I did this myself. I tried a DIY setup, then Gumroad, then ended up on MadeThis. Each switch cost a week of momentum and mental energy. And the problem was never the platform — it was traffic.
The right platform question is: which platform removes friction so I can focus on what actually matters (product quality and traffic)? For me that's MadeThis — clean checkout, automatic delivery, blog built in, no transaction fee on paid plans. I compared options in my MadeThis vs Gumroad breakdown if you want to see the specifics.
But the key is: pick one and commit. Platform choice matters less than platform commitment.
What I'm doing differently: I've been on MadeThis for over a year and I'm not looking at alternatives. Stability lets me focus on growth.
Reason 5: They Try to Scale Before They've Validated
Common failure sequence: read about Facebook ads, spend $200 testing ads for a product with no proven conversion rate, get zero sales, conclude that online business doesn't work.

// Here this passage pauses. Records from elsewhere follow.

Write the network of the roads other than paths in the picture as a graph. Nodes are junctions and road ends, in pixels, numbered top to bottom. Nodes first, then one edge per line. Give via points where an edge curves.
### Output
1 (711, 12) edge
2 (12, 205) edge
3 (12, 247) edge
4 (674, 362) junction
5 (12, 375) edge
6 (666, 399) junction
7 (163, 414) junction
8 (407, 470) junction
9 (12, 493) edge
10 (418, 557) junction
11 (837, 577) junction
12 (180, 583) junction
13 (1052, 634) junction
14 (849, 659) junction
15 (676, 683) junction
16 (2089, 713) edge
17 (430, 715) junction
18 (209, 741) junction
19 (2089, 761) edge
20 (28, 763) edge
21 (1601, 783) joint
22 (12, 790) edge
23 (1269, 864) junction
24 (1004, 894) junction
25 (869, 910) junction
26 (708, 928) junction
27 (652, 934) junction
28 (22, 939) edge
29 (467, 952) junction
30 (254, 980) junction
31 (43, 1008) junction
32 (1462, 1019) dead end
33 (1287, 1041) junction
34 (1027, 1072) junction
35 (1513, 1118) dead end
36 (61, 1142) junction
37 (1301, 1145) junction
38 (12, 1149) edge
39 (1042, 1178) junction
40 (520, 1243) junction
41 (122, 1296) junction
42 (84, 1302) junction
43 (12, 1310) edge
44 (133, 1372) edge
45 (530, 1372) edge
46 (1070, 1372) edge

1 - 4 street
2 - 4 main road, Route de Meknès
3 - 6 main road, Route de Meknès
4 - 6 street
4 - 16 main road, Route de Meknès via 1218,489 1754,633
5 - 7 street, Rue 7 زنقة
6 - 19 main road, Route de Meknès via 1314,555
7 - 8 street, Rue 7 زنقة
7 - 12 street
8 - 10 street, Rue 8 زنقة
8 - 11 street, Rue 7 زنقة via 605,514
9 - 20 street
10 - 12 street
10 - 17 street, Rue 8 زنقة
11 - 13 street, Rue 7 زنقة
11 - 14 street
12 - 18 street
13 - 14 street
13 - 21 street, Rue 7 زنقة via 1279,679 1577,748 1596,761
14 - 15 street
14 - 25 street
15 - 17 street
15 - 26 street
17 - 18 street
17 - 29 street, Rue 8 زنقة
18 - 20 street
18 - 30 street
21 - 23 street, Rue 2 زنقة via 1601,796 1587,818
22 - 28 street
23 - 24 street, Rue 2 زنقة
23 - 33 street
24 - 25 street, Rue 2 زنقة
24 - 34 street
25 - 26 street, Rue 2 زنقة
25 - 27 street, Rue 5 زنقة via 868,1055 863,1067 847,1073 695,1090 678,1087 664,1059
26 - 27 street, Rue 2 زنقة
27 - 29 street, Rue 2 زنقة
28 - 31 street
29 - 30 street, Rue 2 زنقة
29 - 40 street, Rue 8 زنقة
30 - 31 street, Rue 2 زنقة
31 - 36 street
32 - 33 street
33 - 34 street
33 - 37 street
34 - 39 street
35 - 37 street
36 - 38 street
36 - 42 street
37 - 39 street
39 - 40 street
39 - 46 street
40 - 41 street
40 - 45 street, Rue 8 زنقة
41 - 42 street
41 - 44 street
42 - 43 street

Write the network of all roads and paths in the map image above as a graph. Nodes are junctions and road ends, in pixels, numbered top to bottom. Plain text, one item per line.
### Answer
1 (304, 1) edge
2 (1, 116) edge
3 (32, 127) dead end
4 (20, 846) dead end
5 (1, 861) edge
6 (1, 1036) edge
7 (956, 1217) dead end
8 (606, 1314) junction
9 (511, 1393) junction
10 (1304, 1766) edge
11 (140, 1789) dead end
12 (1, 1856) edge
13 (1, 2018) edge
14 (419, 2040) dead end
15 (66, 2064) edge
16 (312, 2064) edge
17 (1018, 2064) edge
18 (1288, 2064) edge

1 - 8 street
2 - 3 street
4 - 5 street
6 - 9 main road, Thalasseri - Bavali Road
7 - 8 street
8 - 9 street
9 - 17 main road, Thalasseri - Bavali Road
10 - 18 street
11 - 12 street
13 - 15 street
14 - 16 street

Paid ads amplify what already works. They can't fix a product that doesn't convert. Before spending a dollar on ads, you need to know:
- Your product page conversion rate (from organic/free traffic)
- Your cost to acquire a customer (from organic)
- Your customer's average lifetime value
Most people skip to ads before they have any of this data. Then they're confused when the math doesn't work.
What I'm doing differently: I've run this business entirely on organic SEO and community traffic. Once I have solid conversion data and a profitable funnel, I'll consider paid traffic. Not before.
Reason 6: They're Not Solving a Real Problem
The worst digital products are "things I want to sell." The best are "things people are actively searching for."
A 47-page ebook about "living your best life" is a thing someone wanted to write. A step-by-step guide to land your first freelance client in 30 days solves a specific problem that people are Googling right now.
Start with the problem. Find evidence that people have it (Reddit threads, Google search volume, Quora questions). Then build the solution.
What I'm doing differently: Every product I've launched started with evidence of demand. I find the question first, then build the answer.
How I'm Making Sure I'm Different
None of these are secrets. The patterns are obvious once you've seen them. The hard part isn't knowing what to do — it's actually doing it consistently for long enough to get results.
My approach:
- Specific niche, specific audience, specific products
- MadeThis as my product platform — stable, low-friction, not changing
- SEO-first content strategy building long-term organic traffic
- New product every 3–4 weeks based on proven demand signals
- 12-month commitment before evaluating
If you're starting now, the MadeThis free plan is the place to begin. Read my full MadeThis review to understand what you're getting before you commit.
The failure rate is high. But the reasons are understandable. And they're avoidable.